Differential Privacy with Higher Utility by Exploiting Coordinate-wise Disparity: Laplace Mechanism Can Beat Gaussian in High Dimensions

TL;DR

This paper introduces coordinate-wise disparity-aware noise addition in differential privacy, showing that non-i.i.d. mechanisms like Laplace can outperform Gaussian in high-dimensional settings, enhancing utility across various applications.

Contribution

It formally analyzes and derives conditions for i.n.i.d. Gaussian and Laplace mechanisms, demonstrating their superior utility by exploiting coordinate-wise disparities in privacy leakage.

Findings

i.n.i.d. mechanisms achieve higher utility than i.i.d. ones.

Laplace mechanism can outperform Gaussian in high dimensions.
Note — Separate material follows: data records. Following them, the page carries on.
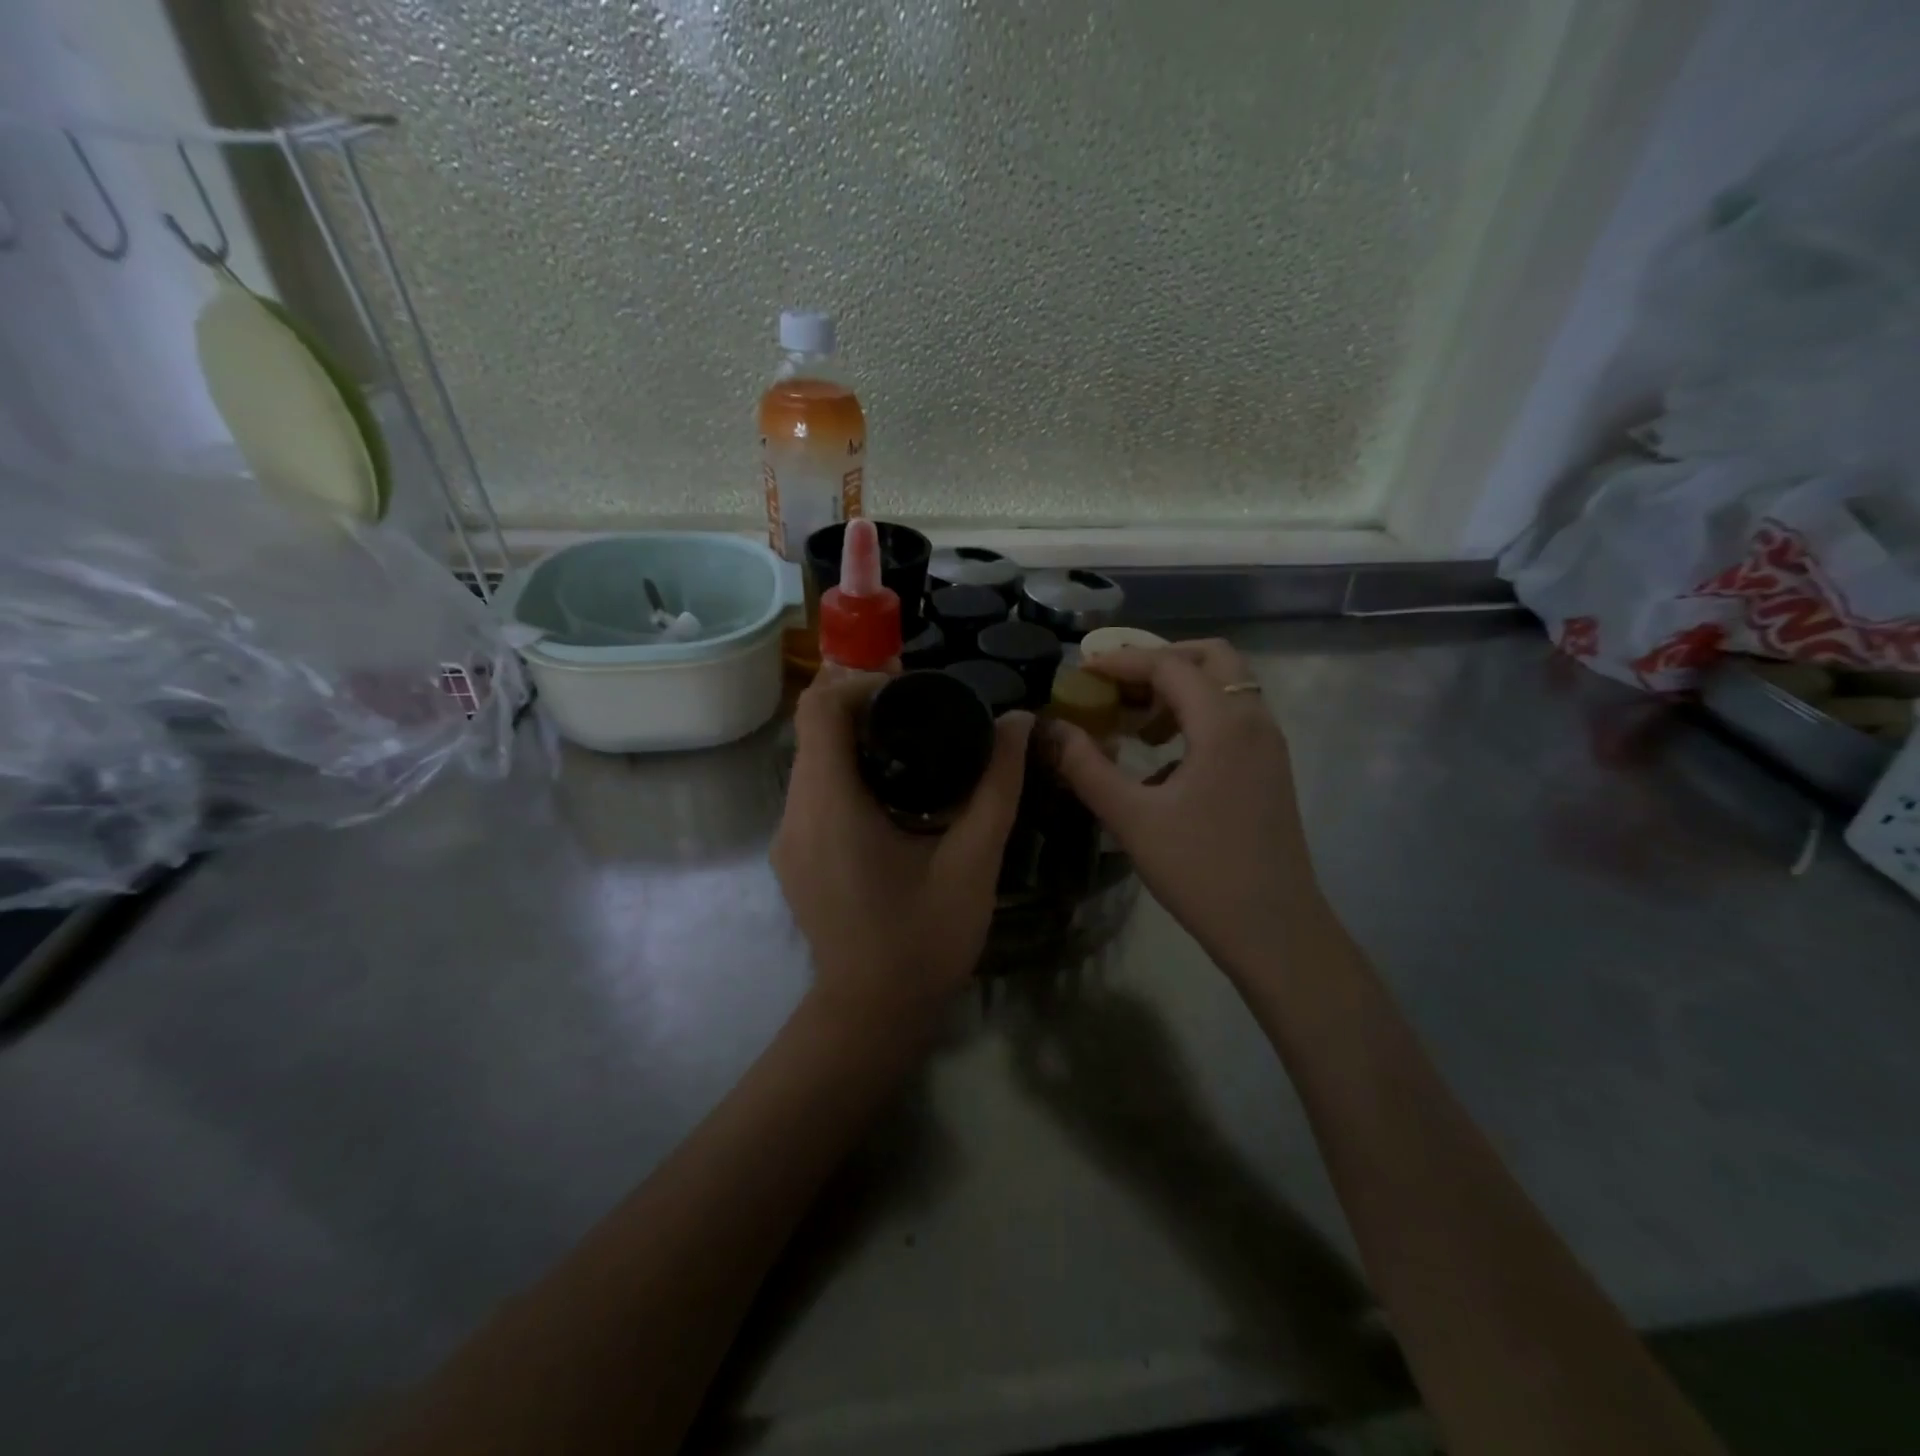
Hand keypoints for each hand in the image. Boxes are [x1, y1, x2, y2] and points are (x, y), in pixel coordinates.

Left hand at [773, 672, 1032, 1023]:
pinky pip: (814, 793)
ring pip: (813, 761)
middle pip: (814, 730)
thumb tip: (1018, 722)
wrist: (872, 1016)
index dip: (860, 683)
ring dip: (856, 742)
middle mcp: (795, 814)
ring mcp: (788, 839)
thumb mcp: (973, 860)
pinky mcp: (794, 858)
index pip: (819, 708)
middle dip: (863, 708)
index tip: (912, 692)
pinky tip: (893, 796)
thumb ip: (997, 786)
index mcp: (829, 805)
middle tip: (925, 714)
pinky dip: (847, 775)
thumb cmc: (924, 939)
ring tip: (915, 750)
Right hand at [1044, 639, 1326, 976]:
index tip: (1082, 671)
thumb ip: (1086, 766)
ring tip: (1135, 725)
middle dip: (1159, 662)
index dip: (1121, 661)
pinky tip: (1163, 762)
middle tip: (1117, 687)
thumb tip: (1049, 728)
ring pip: (1226, 687)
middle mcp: (1254, 720)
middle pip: (1210, 658)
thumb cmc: (1200, 871)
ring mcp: (1269, 745)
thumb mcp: (1131, 818)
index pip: (1169, 665)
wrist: (1273, 930)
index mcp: (1224, 724)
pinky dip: (1197, 717)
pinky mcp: (1270, 769)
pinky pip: (1233, 718)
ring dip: (1180, 690)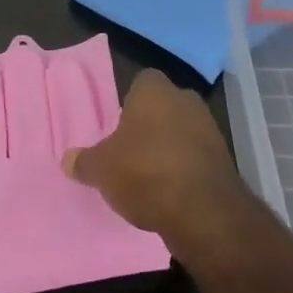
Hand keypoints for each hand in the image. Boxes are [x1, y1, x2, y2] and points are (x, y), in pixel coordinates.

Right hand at [62, 69, 245, 236]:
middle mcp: (185, 99)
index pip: (141, 82)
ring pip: (183, 131)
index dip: (130, 103)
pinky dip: (186, 169)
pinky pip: (197, 156)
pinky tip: (171, 192)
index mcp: (154, 90)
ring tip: (149, 177)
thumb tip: (68, 159)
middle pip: (164, 106)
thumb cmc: (144, 172)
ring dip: (170, 148)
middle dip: (151, 125)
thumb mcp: (102, 169)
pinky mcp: (224, 158)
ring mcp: (209, 127)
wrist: (202, 210)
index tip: (119, 127)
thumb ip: (85, 161)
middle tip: (131, 151)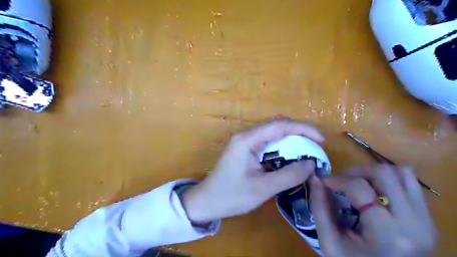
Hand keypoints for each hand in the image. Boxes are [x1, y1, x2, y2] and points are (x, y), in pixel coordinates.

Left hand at [179, 118, 324, 222]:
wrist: (206, 202)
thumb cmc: (231, 196)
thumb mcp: (262, 188)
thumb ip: (288, 175)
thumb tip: (311, 164)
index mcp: (247, 140)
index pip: (280, 125)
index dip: (303, 129)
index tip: (320, 140)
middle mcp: (246, 135)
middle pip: (277, 125)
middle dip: (299, 132)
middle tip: (315, 145)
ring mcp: (245, 141)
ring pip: (273, 133)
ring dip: (291, 139)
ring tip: (307, 151)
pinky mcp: (245, 149)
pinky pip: (267, 142)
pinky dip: (282, 147)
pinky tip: (290, 157)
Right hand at [310, 165, 434, 256]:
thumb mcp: (330, 242)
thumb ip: (320, 209)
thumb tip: (315, 179)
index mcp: (387, 234)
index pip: (360, 188)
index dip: (337, 179)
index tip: (323, 181)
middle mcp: (414, 222)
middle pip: (384, 173)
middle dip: (355, 171)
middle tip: (341, 181)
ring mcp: (425, 219)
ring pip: (401, 173)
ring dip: (373, 172)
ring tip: (357, 184)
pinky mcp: (428, 217)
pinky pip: (409, 182)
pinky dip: (388, 178)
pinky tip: (374, 190)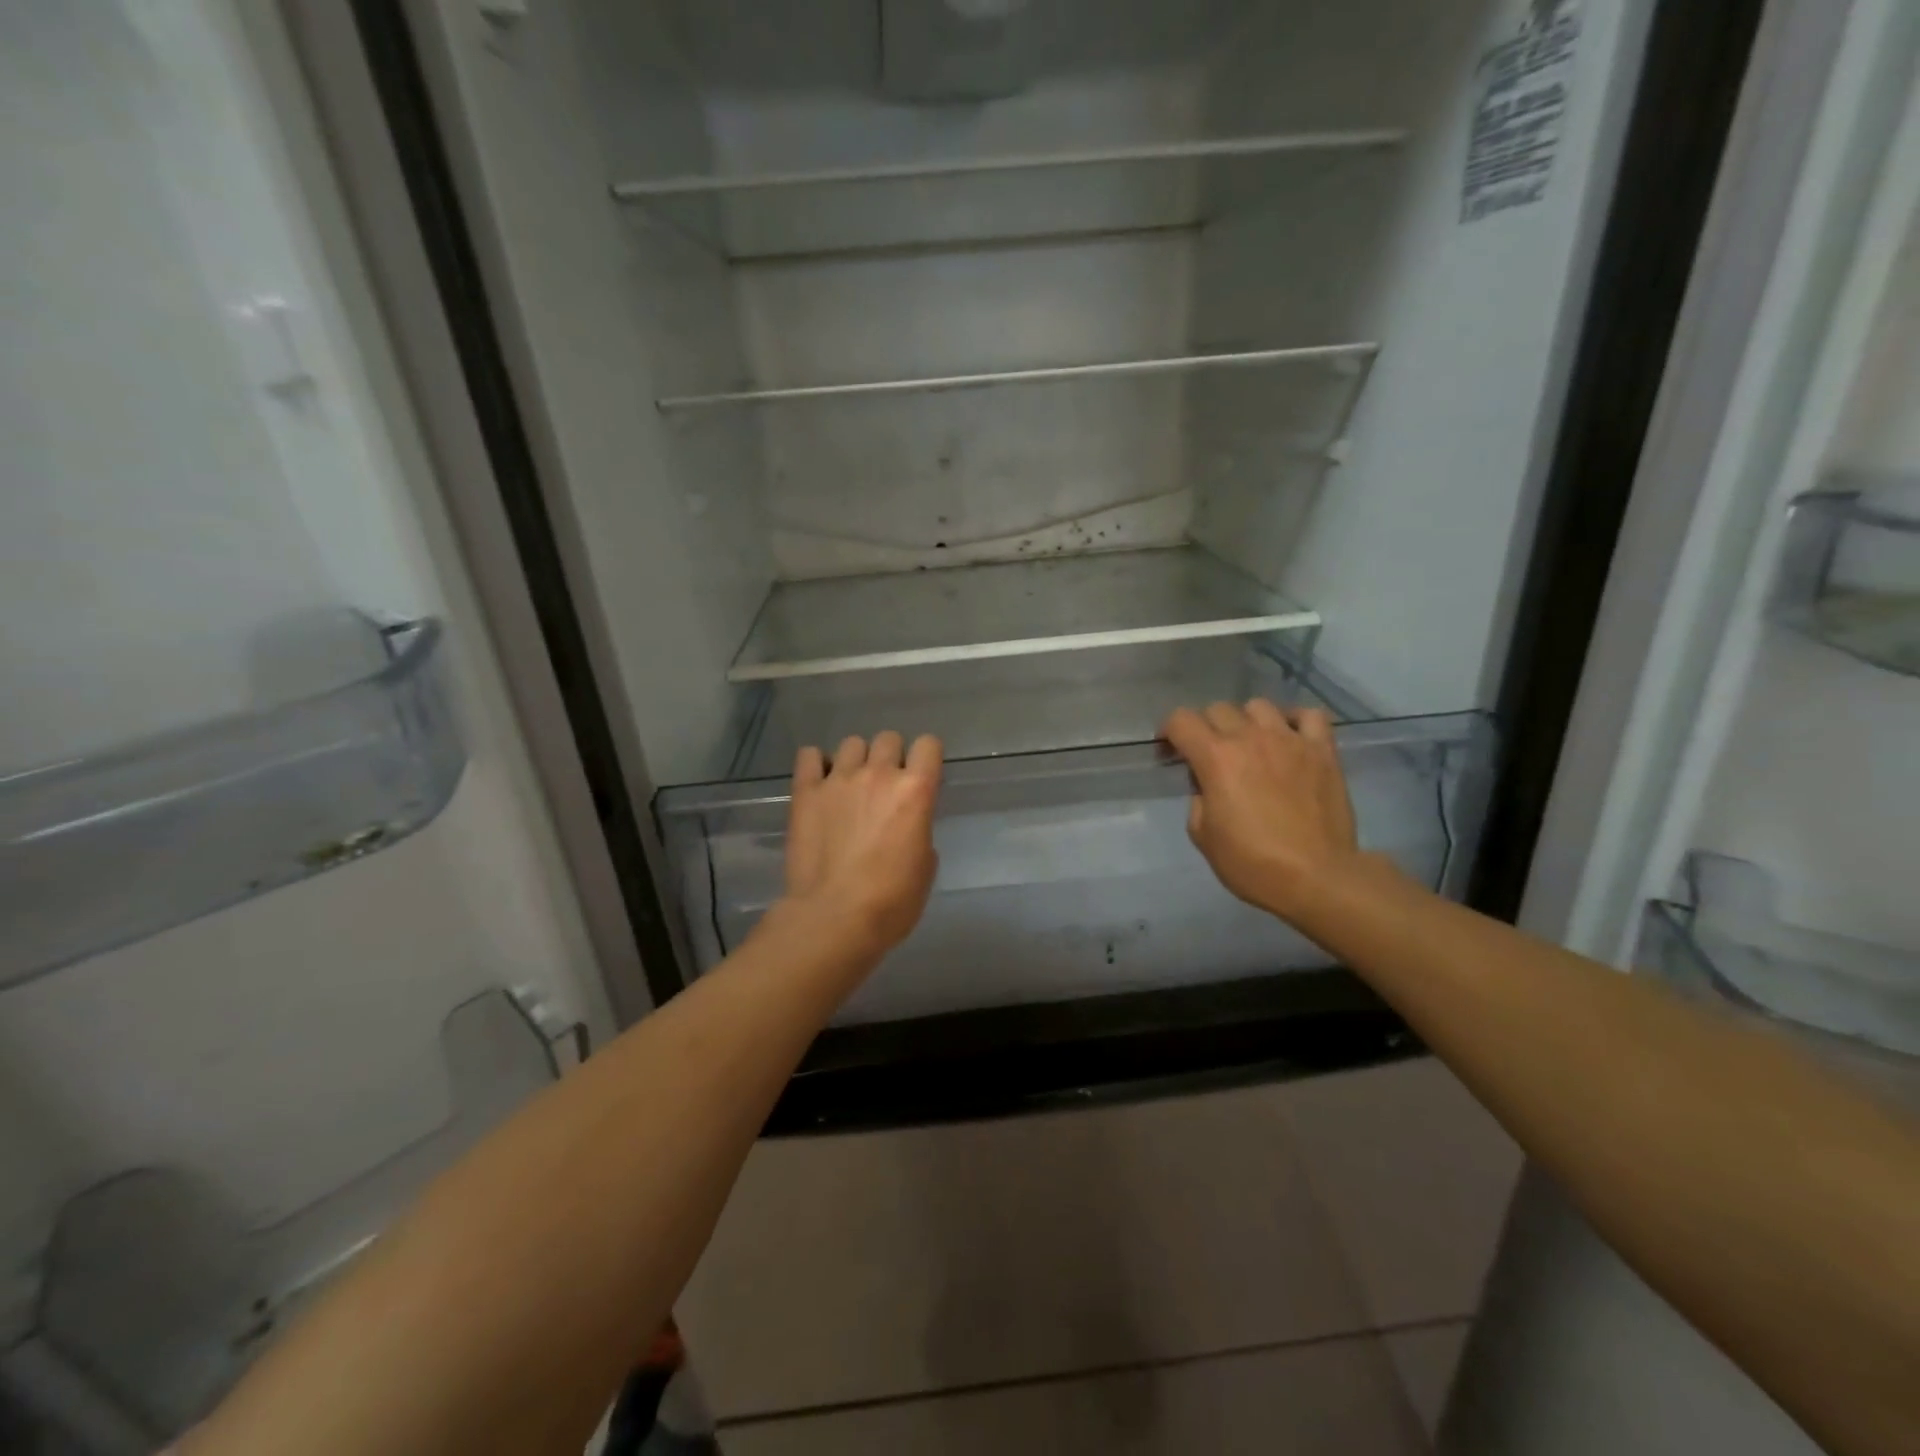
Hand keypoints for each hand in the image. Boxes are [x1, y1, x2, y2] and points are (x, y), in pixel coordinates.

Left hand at [781, 731, 942, 965]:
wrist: (834, 918)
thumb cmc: (891, 901)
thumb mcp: (925, 866)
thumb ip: (919, 829)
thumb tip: (906, 824)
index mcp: (915, 791)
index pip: (929, 744)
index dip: (927, 758)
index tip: (922, 775)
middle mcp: (878, 774)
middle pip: (889, 738)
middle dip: (891, 756)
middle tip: (885, 785)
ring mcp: (838, 780)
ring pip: (851, 743)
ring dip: (856, 760)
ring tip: (850, 786)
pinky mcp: (805, 792)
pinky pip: (809, 755)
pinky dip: (817, 764)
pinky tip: (820, 783)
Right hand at [1160, 700, 1364, 922]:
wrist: (1316, 877)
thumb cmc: (1251, 862)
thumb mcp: (1202, 835)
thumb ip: (1198, 799)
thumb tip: (1208, 784)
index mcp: (1215, 757)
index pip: (1180, 720)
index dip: (1168, 733)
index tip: (1170, 753)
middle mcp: (1250, 738)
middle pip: (1218, 709)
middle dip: (1206, 727)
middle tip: (1209, 754)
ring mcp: (1290, 740)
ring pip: (1259, 706)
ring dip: (1247, 721)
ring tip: (1251, 744)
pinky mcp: (1323, 751)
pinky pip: (1309, 716)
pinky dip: (1295, 720)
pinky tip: (1290, 737)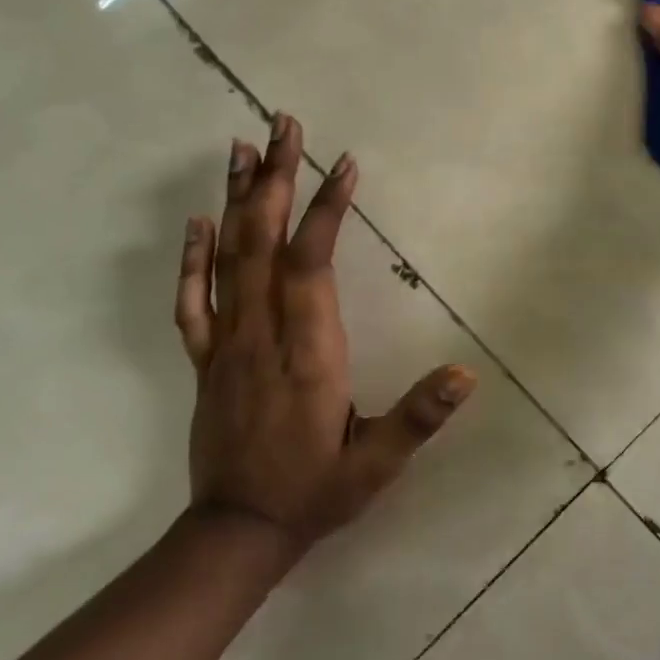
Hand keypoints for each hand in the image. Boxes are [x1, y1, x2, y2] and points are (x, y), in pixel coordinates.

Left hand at [174, 114, 475, 543]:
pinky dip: (192, 257)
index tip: (343, 164)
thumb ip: (418, 417)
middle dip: (274, 179)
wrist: (236, 535)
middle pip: (263, 242)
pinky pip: (193, 301)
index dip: (325, 210)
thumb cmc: (315, 492)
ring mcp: (226, 345)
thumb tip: (466, 374)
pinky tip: (198, 221)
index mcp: (307, 352)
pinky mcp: (205, 360)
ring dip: (236, 199)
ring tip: (241, 148)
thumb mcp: (377, 466)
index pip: (311, 265)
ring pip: (227, 259)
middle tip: (283, 124)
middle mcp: (260, 336)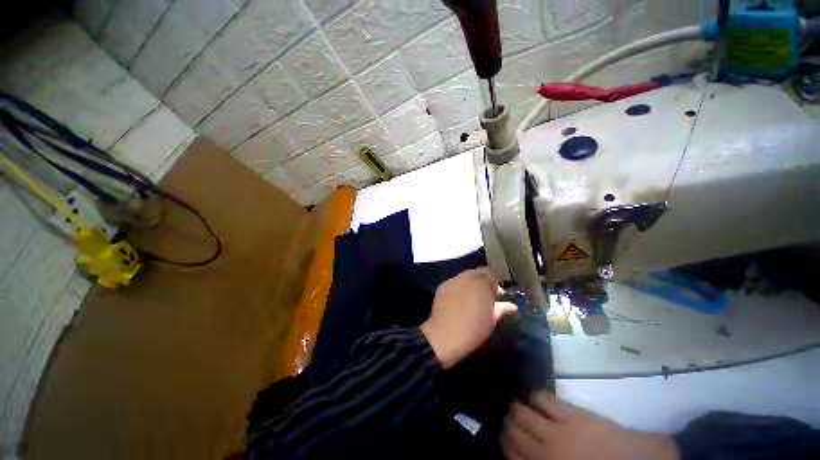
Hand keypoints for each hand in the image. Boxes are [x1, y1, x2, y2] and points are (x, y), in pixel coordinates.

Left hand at [420, 268, 516, 368]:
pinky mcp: (443, 286)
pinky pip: (454, 282)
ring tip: (471, 297)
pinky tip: (458, 299)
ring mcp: (454, 280)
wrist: (445, 335)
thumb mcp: (491, 321)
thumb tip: (511, 305)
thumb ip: (501, 309)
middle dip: (483, 281)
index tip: (497, 296)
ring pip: (465, 276)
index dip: (495, 284)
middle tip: (485, 295)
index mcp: (483, 284)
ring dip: (471, 283)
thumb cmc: (473, 330)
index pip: (491, 275)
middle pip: (478, 273)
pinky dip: (459, 287)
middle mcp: (468, 278)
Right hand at [502, 392, 678, 459]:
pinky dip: (534, 396)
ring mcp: (559, 431)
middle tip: (506, 419)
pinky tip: (533, 396)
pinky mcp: (573, 414)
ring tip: (514, 405)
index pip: (512, 455)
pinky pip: (544, 399)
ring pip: (524, 414)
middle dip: (507, 424)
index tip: (503, 438)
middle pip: (514, 432)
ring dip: (516, 408)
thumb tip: (525, 457)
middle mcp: (547, 452)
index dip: (504, 444)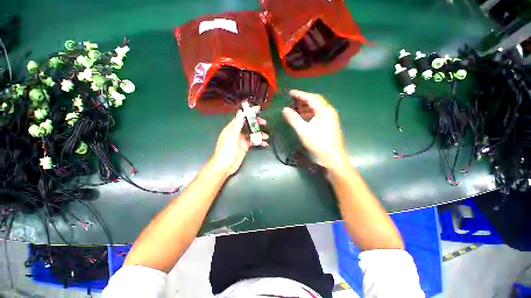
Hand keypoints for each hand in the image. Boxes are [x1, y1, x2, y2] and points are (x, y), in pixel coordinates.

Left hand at [211, 107, 268, 176]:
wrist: (225, 166)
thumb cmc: (226, 150)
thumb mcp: (232, 136)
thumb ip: (237, 125)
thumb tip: (240, 112)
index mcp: (232, 128)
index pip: (241, 118)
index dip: (249, 113)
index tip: (258, 109)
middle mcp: (237, 133)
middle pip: (248, 125)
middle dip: (256, 124)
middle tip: (264, 123)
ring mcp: (241, 140)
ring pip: (252, 134)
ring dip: (259, 134)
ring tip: (266, 136)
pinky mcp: (245, 147)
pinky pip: (253, 142)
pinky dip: (259, 142)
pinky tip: (264, 143)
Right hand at [282, 90, 348, 169]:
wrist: (332, 156)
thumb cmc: (318, 142)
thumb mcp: (303, 130)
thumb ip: (293, 118)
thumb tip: (285, 109)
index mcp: (324, 110)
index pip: (311, 97)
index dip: (300, 94)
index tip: (290, 92)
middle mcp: (329, 111)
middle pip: (315, 101)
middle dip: (303, 99)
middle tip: (293, 100)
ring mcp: (331, 118)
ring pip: (317, 108)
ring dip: (307, 107)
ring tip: (296, 108)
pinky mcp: (330, 124)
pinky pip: (319, 114)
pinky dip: (310, 113)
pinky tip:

Improved privacy-utility trade-offs in PCA, coordinate descent, and deep learning.

Abstract

Conventionally, in a differentially private additive noise mechanism, independent and identically distributed (i.i.d.) noise samples are added to each coordinate of the response. In this work, we formally present the addition of noise that is independent but not identically distributed (i.n.i.d.) across the coordinates to achieve tighter privacy-accuracy trade-off by exploiting coordinate-wise disparity in privacy leakage. In particular, we study the i.n.i.d. Gaussian and Laplace mechanisms and obtain the conditions under which these mechanisms guarantee privacy. The optimal choice of parameters that ensure these conditions are derived considering (weighted) mean squared and $\ell_{p}^{p}$-errors as measures of accuracy. Theoretical analyses and numerical simulations demonstrate that the i.n.i.d. mechanisms achieve higher utility for the given privacy requirements compared to their i.i.d. counterparts. One of the interesting observations is that the Laplace mechanism outperforms Gaussian even in high dimensions, as opposed to the popular belief, if the irregularity in coordinate-wise sensitivities is exploited. We also demonstrate how the i.n.i.d. noise can improve the performance in private (a) coordinate descent, (b) principal component analysis, and (c) deep learning with group clipping.